## RECORDS
§ §

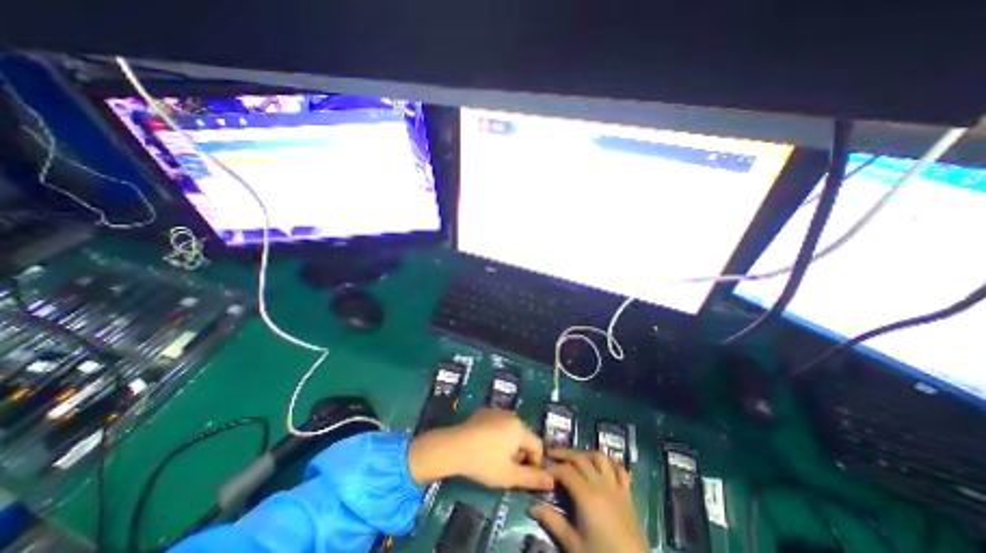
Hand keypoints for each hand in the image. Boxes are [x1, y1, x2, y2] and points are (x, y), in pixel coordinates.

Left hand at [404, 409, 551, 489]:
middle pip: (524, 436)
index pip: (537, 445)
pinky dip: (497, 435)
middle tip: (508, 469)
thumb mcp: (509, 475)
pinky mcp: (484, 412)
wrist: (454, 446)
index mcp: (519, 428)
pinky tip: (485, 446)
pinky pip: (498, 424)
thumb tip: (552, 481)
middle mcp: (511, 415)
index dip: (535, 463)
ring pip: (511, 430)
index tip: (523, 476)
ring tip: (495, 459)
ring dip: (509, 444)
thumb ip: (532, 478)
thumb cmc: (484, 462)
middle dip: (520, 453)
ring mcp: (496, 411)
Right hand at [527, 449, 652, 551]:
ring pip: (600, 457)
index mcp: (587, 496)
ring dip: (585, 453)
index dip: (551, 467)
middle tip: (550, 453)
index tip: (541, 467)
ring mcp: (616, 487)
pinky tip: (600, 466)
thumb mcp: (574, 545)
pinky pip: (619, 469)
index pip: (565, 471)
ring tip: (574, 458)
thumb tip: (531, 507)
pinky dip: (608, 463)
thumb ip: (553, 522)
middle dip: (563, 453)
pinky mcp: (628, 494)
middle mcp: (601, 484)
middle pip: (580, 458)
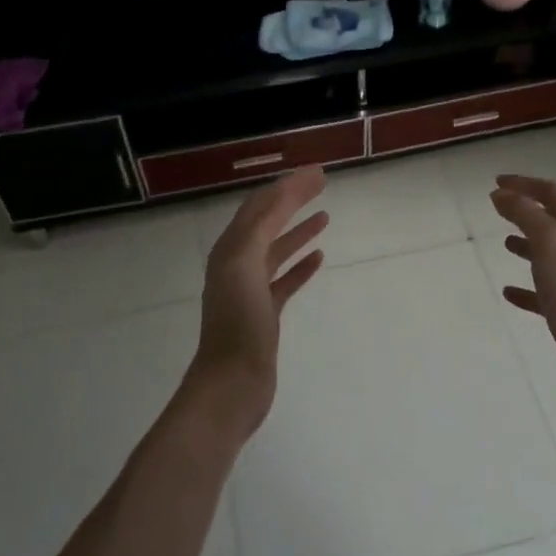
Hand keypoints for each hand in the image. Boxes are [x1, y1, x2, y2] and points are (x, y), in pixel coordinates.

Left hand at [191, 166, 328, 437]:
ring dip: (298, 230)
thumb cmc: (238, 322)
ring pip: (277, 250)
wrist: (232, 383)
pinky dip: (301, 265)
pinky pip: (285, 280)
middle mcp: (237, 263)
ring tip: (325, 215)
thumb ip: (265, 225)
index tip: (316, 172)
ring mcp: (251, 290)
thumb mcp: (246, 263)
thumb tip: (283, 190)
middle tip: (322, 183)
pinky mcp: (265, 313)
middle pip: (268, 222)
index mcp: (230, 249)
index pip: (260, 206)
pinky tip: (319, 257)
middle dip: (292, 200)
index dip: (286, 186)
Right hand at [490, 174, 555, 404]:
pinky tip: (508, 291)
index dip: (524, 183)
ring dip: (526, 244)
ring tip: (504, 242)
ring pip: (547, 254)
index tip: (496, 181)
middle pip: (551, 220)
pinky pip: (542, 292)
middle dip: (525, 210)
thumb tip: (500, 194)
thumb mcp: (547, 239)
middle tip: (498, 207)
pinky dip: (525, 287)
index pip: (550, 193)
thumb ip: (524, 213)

§ §

## WHAT IS REQUIRED
Print the material verbatim; drop the pictures.

## RESULT FOR THIS TASK
Hand keypoints for each hand in the image. Boxes are [x1, y1, x2, y2] and points are (x, y), in pixel coordinates.

Left hand at [404, 409, 551, 489]:
middle pip: (524, 436)
index pip: (537, 445)
pinky dip: (497, 435)
middle tip: (508, 469)
thumb mcp: (509, 475)
pinky mcp: (484, 412)
wrist: (454, 446)
index mcp: (519, 428)
pinky tip: (485, 446)
pinky pip: (498, 424)
thumb tip: (552, 481)
middle mcp: (511, 415)
index dip: (535, 463)
ring pip: (511, 430)
index tip: (523, 476)
ring tip: (495, 459)
ring dip: (509, 444)
thumb ip: (532, 478)
thumb cmc: (484, 462)
middle dip: (520, 453)
ring mcp: (496, 411)
Right hand at [527, 449, 652, 551]:
ring pip: (600, 457)
index mcp: (587, 496)
ring dip: (585, 453)
index dip: (551, 467)
middle tip: (550, 453)
index tip: (541, 467)
ring mcp: (616, 487)
pinky tip: (600, 466)
thumb mcp: (574, 545)
pinky pip: (619, 469)
index pip: (565, 471)
ring tip: (574, 458)
thumb tip: (531, 507)
pinky dip: (608, 463)
thumb ip: (553, 522)
middle dip: (563, 453)
pinky mcp: (628, 494)
middle mcp: (601, 484)
middle pip: (580, 458)
Hand keypoints for each hand in the image. Boxes are [x1, y1, x2, y2] and points are (x, y), in pixel coordinates.

Left hand at [191, 166, 328, 437]:
ring dip: (298, 230)
thumb cmc: (238, 322)
ring pip: (277, 250)
wrist: (232, 383)
pinky dip: (301, 265)
pinky pip: (285, 280)
middle mcp: (237, 263)
ring tip: (325, 215)
thumb ip: (265, 225)
index tip: (316, 172)
ring mcp: (251, 290)
thumb mcp: (246, 263)
thumb tip: (283, 190)
middle tip: (322, 183)
pinky mcp: (265, 313)
middle pip: (268, 222)
index mcp: (230, 249)
index pip: (260, 206)
pinky tip: (319, 257)
middle dip: (292, 200)
index dip: (286, 186)
Right hand at [490, 174, 555, 404]:
pinky tip: (508, 291)
index dip: (524, 183)
ring dip: (526, 244)
ring tip: (504, 242)
ring pip: (547, 254)
index tip: (496, 181)
middle pip: (551, 220)
pinky pip: (542, 292)
middle dip: (525, 210)
thumb tip: (500, 194)
thumb mcp: (547, 239)
middle tip: (498, 207)
pinky dip: (525, 287)
index pip: (550, 193)
thumb ip: (524, 213)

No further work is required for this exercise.